Problem description >> Find out how many lines in the records have the string "Amselweg" in them, and state only that number.

Data >>
- - -

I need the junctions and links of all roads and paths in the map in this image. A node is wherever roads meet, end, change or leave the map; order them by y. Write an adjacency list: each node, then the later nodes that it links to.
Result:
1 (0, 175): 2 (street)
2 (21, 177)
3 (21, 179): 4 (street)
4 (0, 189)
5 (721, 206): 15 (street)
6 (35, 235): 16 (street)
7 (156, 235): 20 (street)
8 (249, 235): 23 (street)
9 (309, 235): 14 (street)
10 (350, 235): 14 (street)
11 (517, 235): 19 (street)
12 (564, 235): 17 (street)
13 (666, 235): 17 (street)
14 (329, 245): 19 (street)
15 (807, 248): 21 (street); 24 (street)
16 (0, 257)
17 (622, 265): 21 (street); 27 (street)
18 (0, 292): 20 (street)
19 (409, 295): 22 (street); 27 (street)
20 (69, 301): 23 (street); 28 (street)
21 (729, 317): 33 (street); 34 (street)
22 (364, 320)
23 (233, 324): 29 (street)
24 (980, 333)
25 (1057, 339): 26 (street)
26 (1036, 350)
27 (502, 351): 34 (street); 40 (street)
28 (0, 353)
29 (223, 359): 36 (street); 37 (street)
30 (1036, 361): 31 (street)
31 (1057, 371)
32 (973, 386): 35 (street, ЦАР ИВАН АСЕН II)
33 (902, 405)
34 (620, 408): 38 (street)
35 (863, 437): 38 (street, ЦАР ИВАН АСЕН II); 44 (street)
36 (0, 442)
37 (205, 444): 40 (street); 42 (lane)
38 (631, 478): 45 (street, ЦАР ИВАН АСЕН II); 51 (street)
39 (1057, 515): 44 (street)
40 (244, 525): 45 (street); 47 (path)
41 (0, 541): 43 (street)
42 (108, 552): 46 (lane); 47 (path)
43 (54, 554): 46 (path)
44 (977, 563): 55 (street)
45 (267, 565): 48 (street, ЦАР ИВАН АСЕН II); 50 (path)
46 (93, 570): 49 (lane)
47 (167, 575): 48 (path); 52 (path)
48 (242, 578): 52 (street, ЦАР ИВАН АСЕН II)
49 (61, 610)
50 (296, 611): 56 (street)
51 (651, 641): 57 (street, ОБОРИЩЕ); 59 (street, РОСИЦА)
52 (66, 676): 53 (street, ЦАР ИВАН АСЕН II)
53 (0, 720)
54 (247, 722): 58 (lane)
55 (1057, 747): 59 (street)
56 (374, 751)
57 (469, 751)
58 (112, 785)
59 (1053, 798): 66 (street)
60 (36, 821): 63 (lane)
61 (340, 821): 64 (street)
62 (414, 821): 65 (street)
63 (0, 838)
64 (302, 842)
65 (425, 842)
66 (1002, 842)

- - -

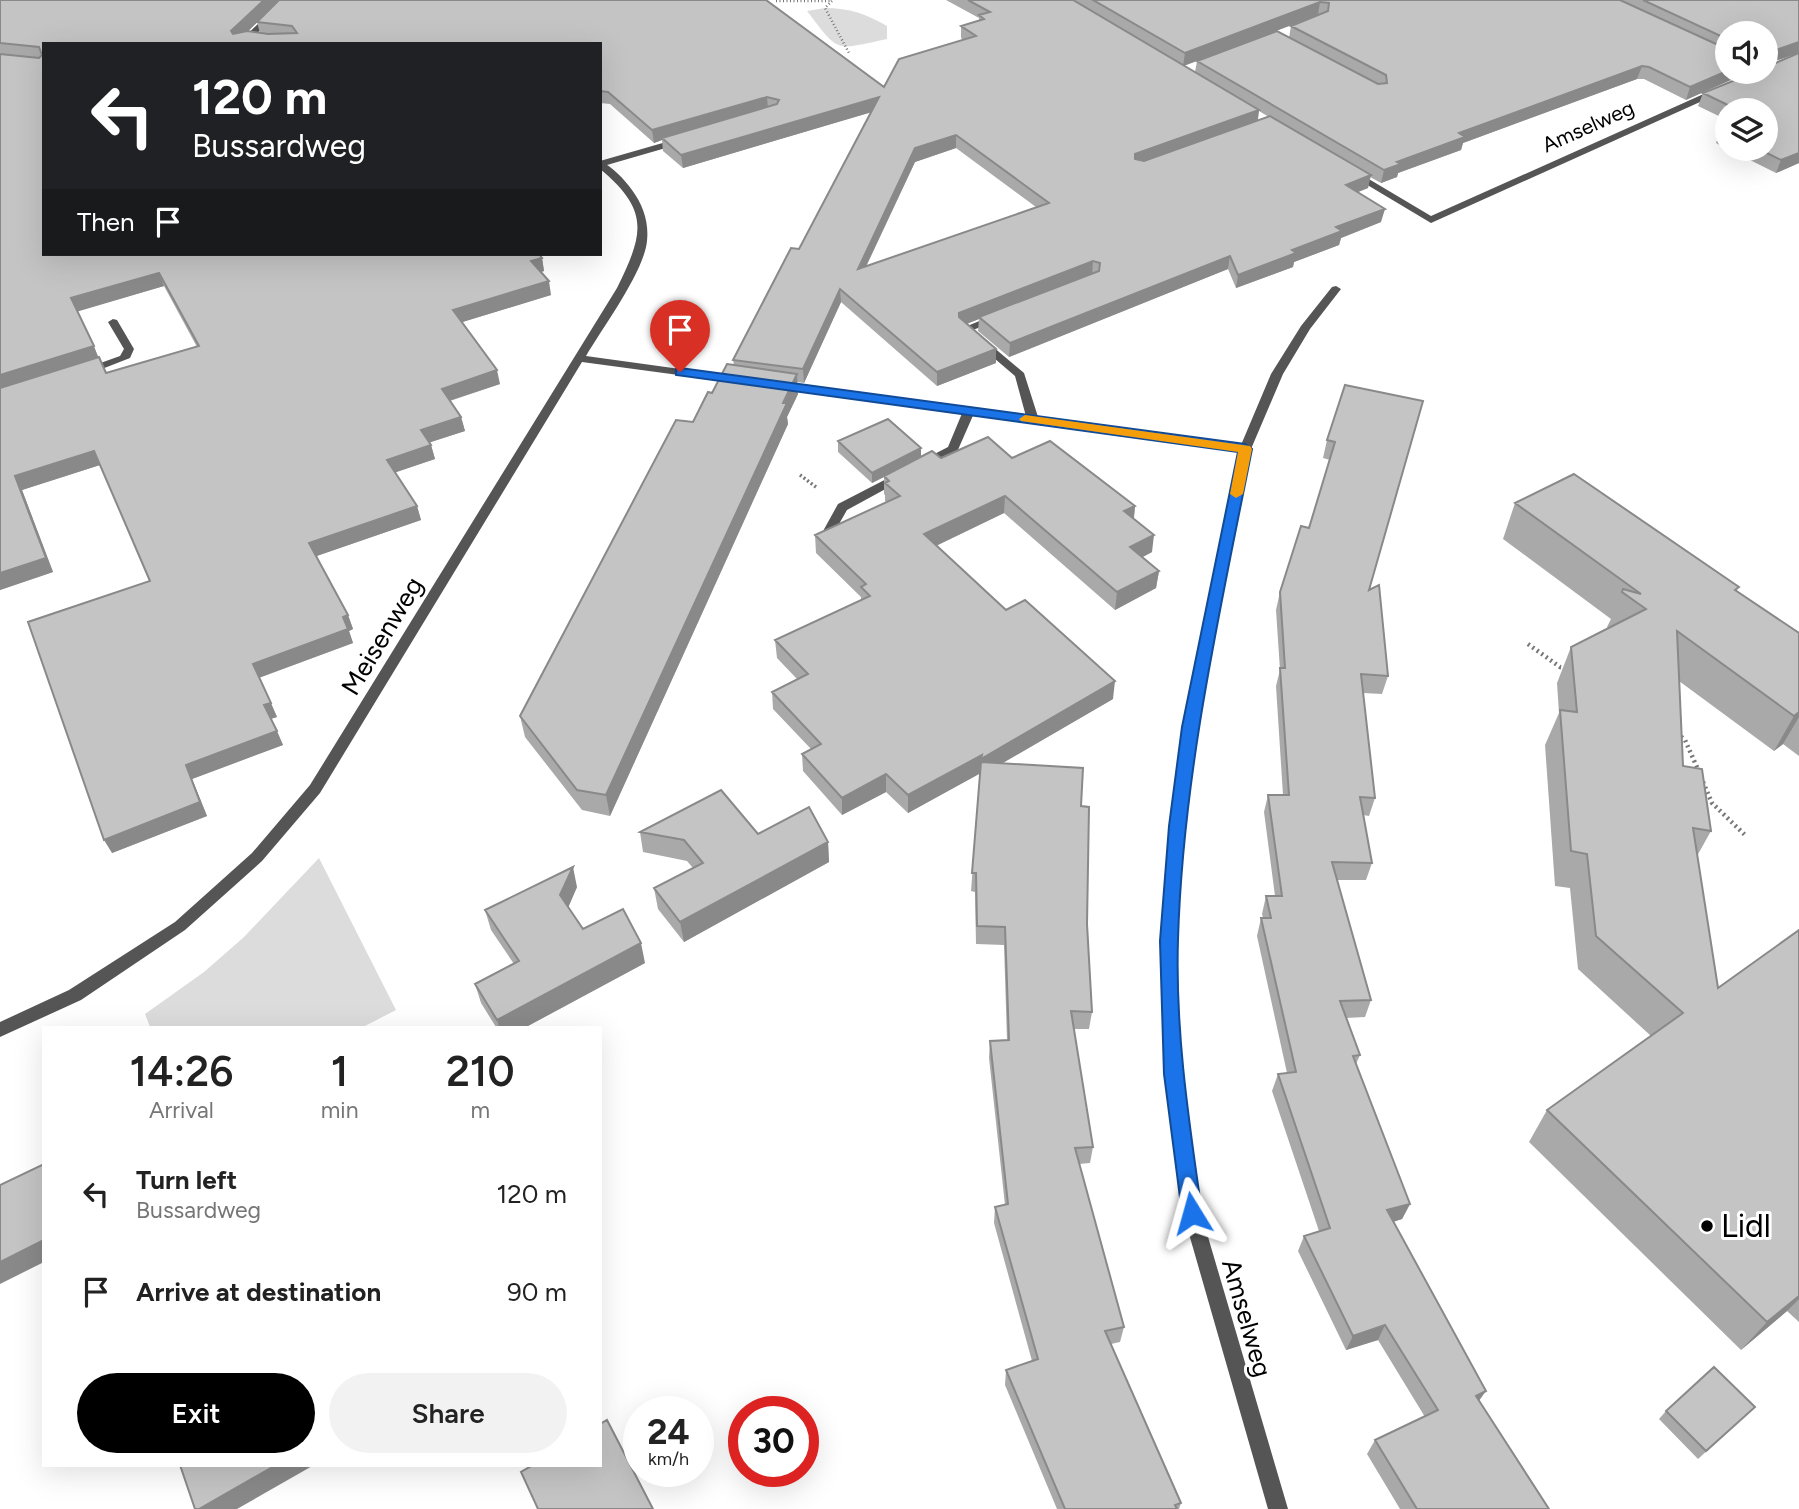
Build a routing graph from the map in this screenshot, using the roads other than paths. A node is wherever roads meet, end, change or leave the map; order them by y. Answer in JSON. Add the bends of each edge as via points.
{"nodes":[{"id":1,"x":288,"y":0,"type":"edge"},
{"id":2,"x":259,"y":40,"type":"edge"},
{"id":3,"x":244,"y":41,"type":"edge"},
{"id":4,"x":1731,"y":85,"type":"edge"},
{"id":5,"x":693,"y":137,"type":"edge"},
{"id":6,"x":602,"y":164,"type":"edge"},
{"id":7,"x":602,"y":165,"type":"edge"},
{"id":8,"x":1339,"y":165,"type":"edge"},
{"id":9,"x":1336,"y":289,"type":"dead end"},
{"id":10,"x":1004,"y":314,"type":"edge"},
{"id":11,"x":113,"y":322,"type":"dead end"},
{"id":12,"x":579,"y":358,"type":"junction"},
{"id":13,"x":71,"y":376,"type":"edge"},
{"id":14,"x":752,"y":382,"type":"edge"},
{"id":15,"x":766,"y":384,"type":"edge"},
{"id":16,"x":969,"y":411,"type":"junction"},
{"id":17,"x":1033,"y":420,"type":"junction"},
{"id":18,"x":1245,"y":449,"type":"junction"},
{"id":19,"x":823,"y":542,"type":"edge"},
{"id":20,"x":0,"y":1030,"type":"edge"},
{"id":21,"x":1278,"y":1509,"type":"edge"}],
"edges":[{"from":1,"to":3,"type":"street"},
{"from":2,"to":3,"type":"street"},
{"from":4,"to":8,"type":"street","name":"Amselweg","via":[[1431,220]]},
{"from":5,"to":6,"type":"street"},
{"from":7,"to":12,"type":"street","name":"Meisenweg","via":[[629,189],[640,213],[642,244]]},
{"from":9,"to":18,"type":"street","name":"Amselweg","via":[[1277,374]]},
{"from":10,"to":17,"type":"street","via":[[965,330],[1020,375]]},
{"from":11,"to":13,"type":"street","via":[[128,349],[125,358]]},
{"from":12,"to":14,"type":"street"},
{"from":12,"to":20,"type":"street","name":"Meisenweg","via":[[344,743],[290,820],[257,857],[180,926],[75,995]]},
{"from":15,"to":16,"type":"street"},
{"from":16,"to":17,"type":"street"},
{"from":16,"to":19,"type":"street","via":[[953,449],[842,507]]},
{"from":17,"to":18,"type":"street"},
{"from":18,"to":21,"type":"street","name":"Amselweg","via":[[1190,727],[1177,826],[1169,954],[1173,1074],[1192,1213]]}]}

- - -

Answer >> 3